= Beginning of Section =

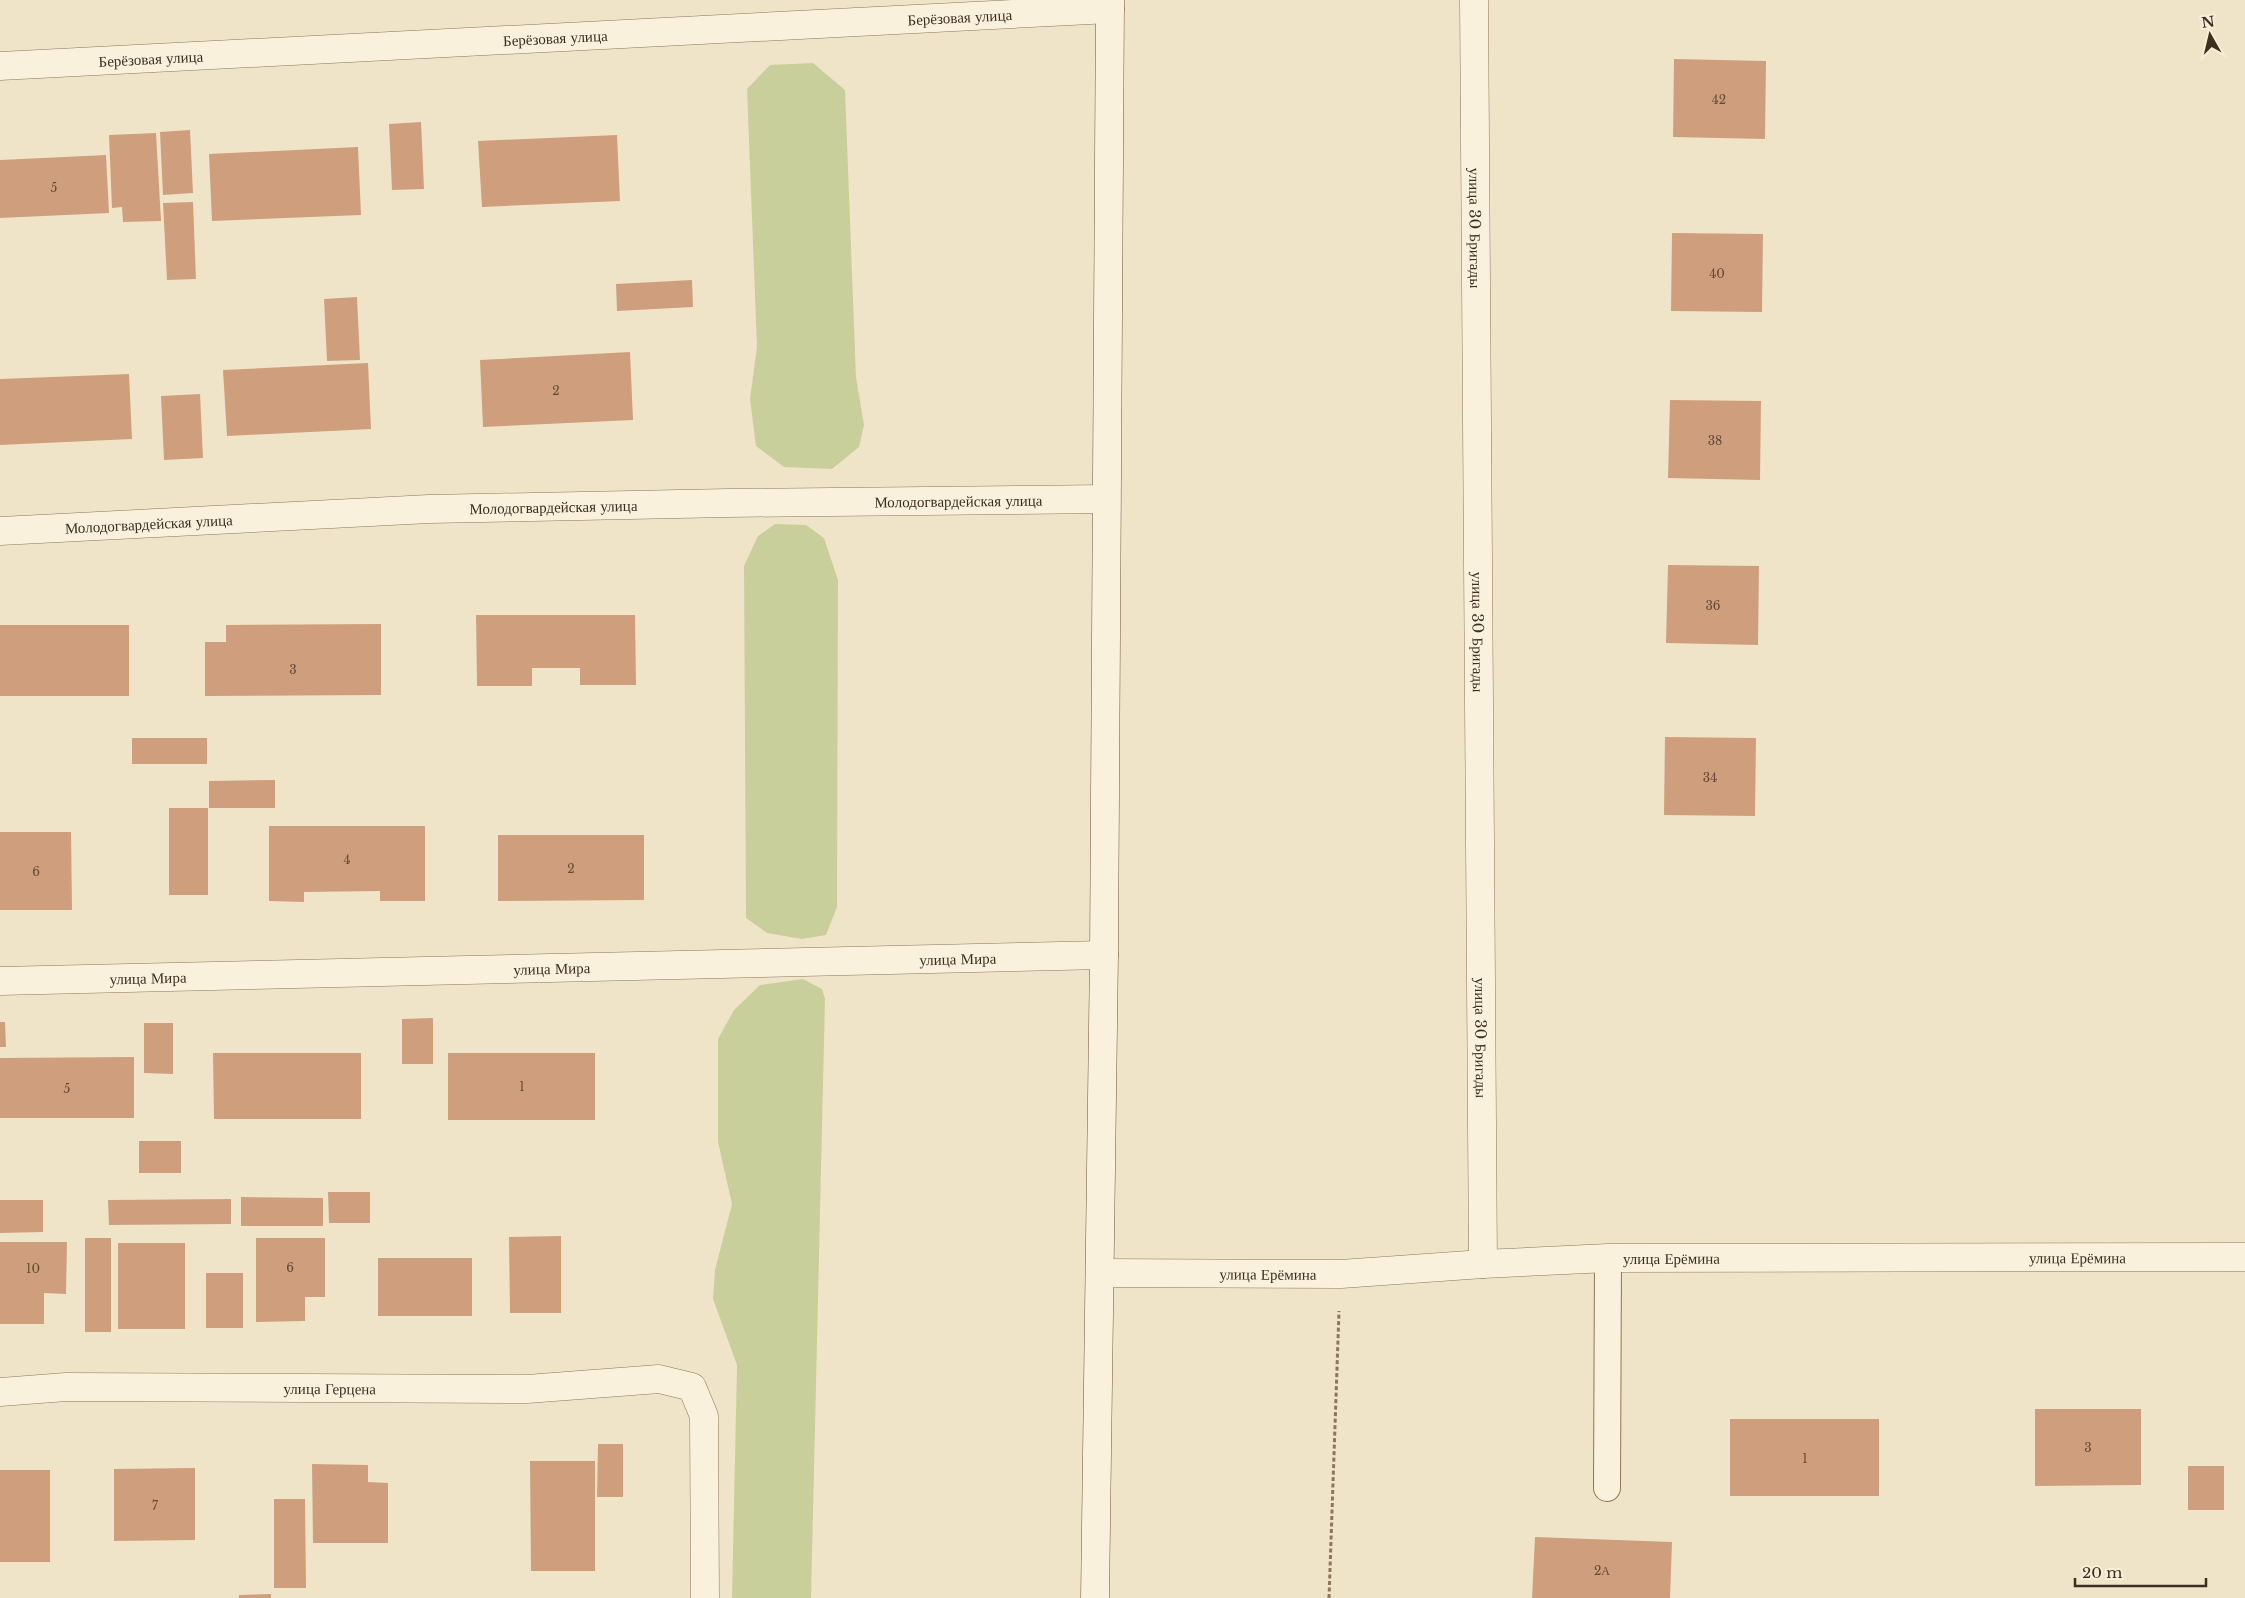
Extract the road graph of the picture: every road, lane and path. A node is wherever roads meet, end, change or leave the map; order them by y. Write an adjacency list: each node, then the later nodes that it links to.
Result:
1 (1474, 0): 10 (street, улица 30 Бригады)
2 (1110, 4): 3 (street, Берёзовая улица); 4 (street)
3 (0, 66)
4 (1106, 499): 5 (street, Молодогвардейская улица); 6 (street)
5 (0, 531)
6 (1104, 955): 7 (street, улица Мира); 11 (street)
7 (0, 981)
8 (2245, 1257): 9 (street, улица Ерёмина)
9 (1608, 1258): 10 (street, улица Ерёмина); 14 (lane)
10 (1483, 1264): 12 (street, улица Ерёмина)
11 (1100, 1273): 12 (street, улица Ерёмина); 16 (street)
12 (1341, 1274): 17 (path)
13 (0, 1392): 15 (street, улица Герцена)
14 (1607, 1488)
15 (705, 1598)
16 (1095, 1598)
17 (1328, 1598)

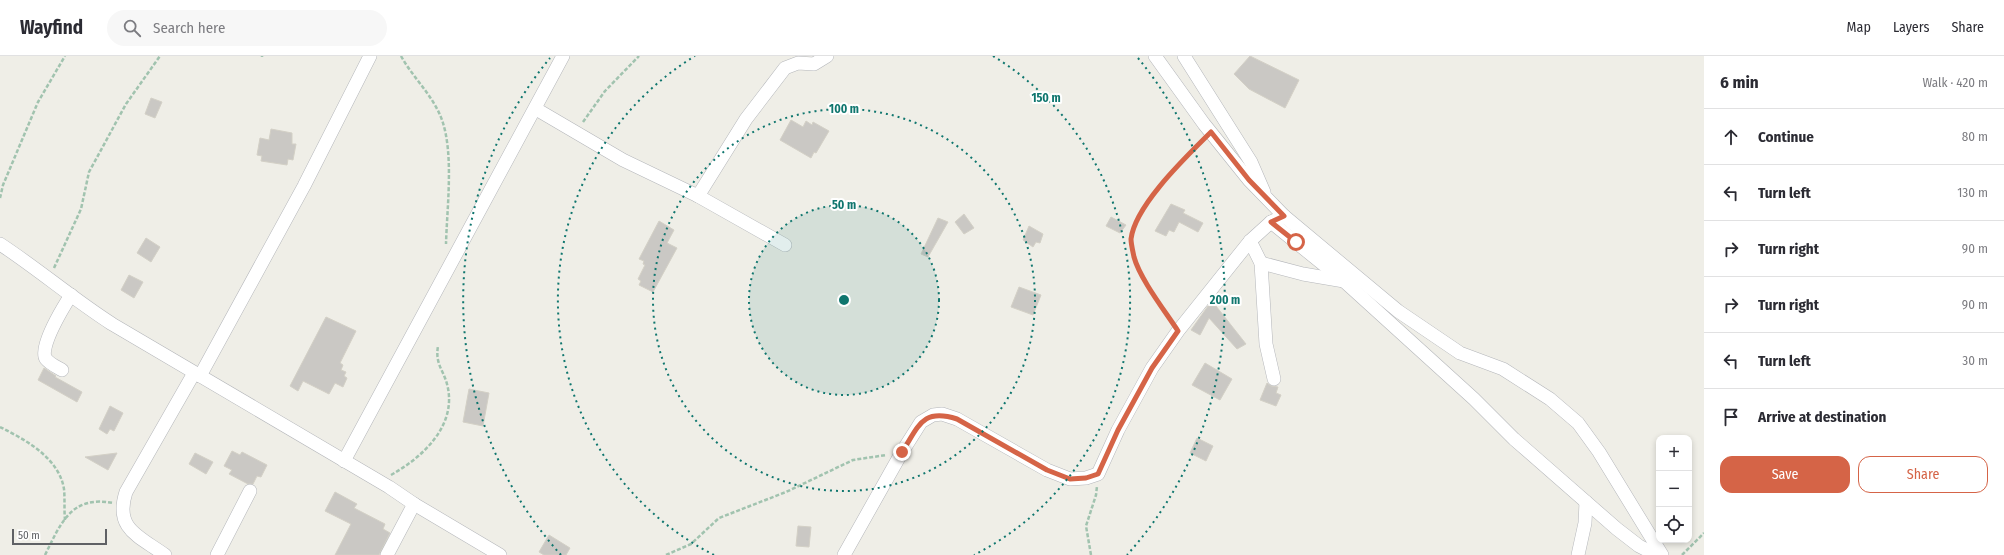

= End of Section =

### ASSIGNMENT
Repeat, exactly and in full, all records above, but include no pictures.

### SOLVED PROBLEM
Extract the road graph of the picture: every road, lane and path. A node is wherever roads meet, end, change or leave the map; order them by y. Write an adjacency list: each node, then the later nodes that it links to.
Result:
1 (1474, 0): 10 (street, улица 30 Бригады)
2 (1110, 4): 3 (street, Берёзовая улица); 4 (street)
3 (0, 66)
4 (1106, 499): 5 (street, Молодогвардейская улица); 6 (street)
5 (0, 531)
6 (1104, 955): 7 (street, улица Мира); 11 (street)
7 (0, 981)
8 (2245, 1257): 9 (street, улица Ерёмина)
9 (1608, 1258): 10 (street, улица Ерёмина); 14 (lane)
10 (1483, 1264): 12 (street, улица Ерёмина)
11 (1100, 1273): 12 (street, улица Ерёмина); 16 (street)
12 (1341, 1274): 17 (path)
13 (0, 1392): 15 (street, улица Герцена)
14 (1607, 1488)
15 (705, 1598)
16 (1095, 1598)
17 (1328, 1598)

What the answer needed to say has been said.